So hier in der Ausstellung Gerold Maier, der eigentlich von der Malerei kommt und mit Dr. Claus-Peter Böhner-Fery zusammen die Galerie zunächst in Heidelberg als Produzentengalerie gegründet hat. Maier arbeitet ebenfalls mit der analogen Technik, freilich mit einer ganz besonderen Kamera, der Polaroid, einem Verkaufsschlager der 70er Jahre, weil dabei die Bilder sofort entwickelt werden konnten. Allerdings reduziert der Film, den Maier hier verwendet, die Farben und hebt die Grauwerte deutlich hervor. Dadurch erhalten diese Arbeiten eine geradezu graphische Anmutung.
Interessant ist der Gegensatz, den Gerold Maier hier bei seiner Werkauswahl aufbaut. Es sind einerseits Naturbilder, andererseits Industrieanlangen. Besonders bei diesen Industriefotografien lassen sich durch die Reduzierung der Farbintensität graphische Wirkungen erzeugen, bei denen man zunächst einmal gar nicht an Fotografien denkt. Es könnten auch Lithographien sein oder sogar Radierungen.
Reduktion ist auch ein Stichwort, das zu den „Flusslandschaften“ von Annemarie Rudolph hervorragend passt, denn wer ihre Bilder aus den früheren Ausstellungen kennt, wird überrascht sein, hier diese reduzierten Aquarelle zu sehen, bei denen nicht mit Naturmaterialien gearbeitet wurde, wie es für die Bilder der letzten Jahre typisch ist. Es ist hier eine Werkreihe entstanden, die vom Fernen Osten inspiriert zu sein scheint. Wie lockere Pinselschwünge, die sich zu gewagten Konstruktionen zusammenfügen, erscheinen dabei die Zeichnungen, die der Phantasie des Betrachters keine Grenzen setzen.

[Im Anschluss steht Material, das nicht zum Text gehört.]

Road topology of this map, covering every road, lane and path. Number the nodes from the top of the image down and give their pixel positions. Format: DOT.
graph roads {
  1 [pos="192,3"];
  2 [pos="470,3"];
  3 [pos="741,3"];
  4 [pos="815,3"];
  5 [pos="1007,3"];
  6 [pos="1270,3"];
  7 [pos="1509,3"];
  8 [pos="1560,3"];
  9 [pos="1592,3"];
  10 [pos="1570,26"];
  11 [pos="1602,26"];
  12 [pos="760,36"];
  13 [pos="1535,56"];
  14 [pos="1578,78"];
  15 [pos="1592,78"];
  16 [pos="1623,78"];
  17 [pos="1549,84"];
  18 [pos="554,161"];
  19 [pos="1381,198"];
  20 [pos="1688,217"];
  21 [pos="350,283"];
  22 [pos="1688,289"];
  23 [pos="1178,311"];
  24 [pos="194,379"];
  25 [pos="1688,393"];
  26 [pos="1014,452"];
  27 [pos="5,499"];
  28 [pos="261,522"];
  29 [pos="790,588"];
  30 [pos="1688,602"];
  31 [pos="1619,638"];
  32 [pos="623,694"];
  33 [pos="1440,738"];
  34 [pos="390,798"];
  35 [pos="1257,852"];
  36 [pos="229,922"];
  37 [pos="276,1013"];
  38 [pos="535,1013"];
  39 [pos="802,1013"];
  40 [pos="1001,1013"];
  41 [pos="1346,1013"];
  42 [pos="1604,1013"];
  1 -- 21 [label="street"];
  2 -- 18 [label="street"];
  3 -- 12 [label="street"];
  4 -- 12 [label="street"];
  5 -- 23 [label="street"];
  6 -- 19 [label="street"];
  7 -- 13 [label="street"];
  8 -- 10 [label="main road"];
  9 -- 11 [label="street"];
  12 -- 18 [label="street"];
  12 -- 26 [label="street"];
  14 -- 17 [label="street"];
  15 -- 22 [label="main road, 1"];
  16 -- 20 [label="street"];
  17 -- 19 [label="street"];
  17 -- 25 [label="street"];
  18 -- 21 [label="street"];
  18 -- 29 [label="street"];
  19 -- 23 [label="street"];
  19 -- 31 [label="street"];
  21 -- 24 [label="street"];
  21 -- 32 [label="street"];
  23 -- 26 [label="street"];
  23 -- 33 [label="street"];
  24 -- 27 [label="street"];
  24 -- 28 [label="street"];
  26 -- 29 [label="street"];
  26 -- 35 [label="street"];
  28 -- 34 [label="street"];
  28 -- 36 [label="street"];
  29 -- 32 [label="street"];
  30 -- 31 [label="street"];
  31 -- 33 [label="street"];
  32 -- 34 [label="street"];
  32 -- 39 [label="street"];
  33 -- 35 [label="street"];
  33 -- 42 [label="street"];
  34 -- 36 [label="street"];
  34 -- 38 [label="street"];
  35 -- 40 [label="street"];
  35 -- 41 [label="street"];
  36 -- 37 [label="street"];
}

Herrscht bei Annemarie Rudolph der leere Raum, in die plastisch wirkenden Strukturen eingebettet werden, so scheint im Gegensatz hierzu bei den Gemälden von Andrea Flätgen der horror vacuii dominierend. Sie bezeichnet ihre Werke mit dem Titel „Lebensspuren“, wahrscheinlich nicht zuletzt deswegen, weil es die Dinge aus dem realen Leben sind, die Andrea Flätgen zum Malen anspornen. Auch formal nimmt sie Spuren auf, so die Rosttöne, die tatsächlich Oxidationsschichten sind. Geheimnisvoll verwebt sie solche vorbehandelten Partien mit der Leinwand und verwischt die Grenzen durch Übermalung, sodass Flecken entstehen, in denen man unterschiedliche Figuren erkennen kann. In ihren früheren Arbeiten hat sie durch die Betonung der Umrisslinien den Charakter dieser Figuren stärker hervorgehoben. Heute hält sie die Form bewusst offen.
Vom Kolorit her ansprechend wirken die lichtdurchfluteten Farbflächen von Antoinette Lüchinger. Ausgangspunkt ist unverkennbar die konkrete Landschaft, aber deren detailreiche Schilderung liegt offenbar nicht in der Absicht, vielmehr geht es um die Atmosphäre, die über dieser Landschaft liegt. Die Farbe ist hier das bestimmende Element, Lichtspuren, die in den Raum geschrieben sind.
Dana Pandici bewegt sich formal gesehen auf einer ähnlichen Linie, wobei hier der Duktus, im Gegensatz zu den beiden vorgenannten Künstlerinnen eher abstrakt expressionistisch erscheint. Dana Pandici arbeitet mit komplex strukturierten Hintergründen, bei denen der temperamentvolle Duktus aufwühlend wirkt. Doch anderes als ihre vorgenannte Kollegin führt sie diese Farbstimmung ins Figurative über, indem sich aus dieser Farbstimmung heraus eine konkrete Figur entwickelt, die in ihren Bewegungen die Impulse aufnimmt, die von den Hintergrundfarben ausgehen. Die Skizzierung wird hierbei zum probaten Mittel, alles im Fluss zu halten und Bewegung zu suggerieren.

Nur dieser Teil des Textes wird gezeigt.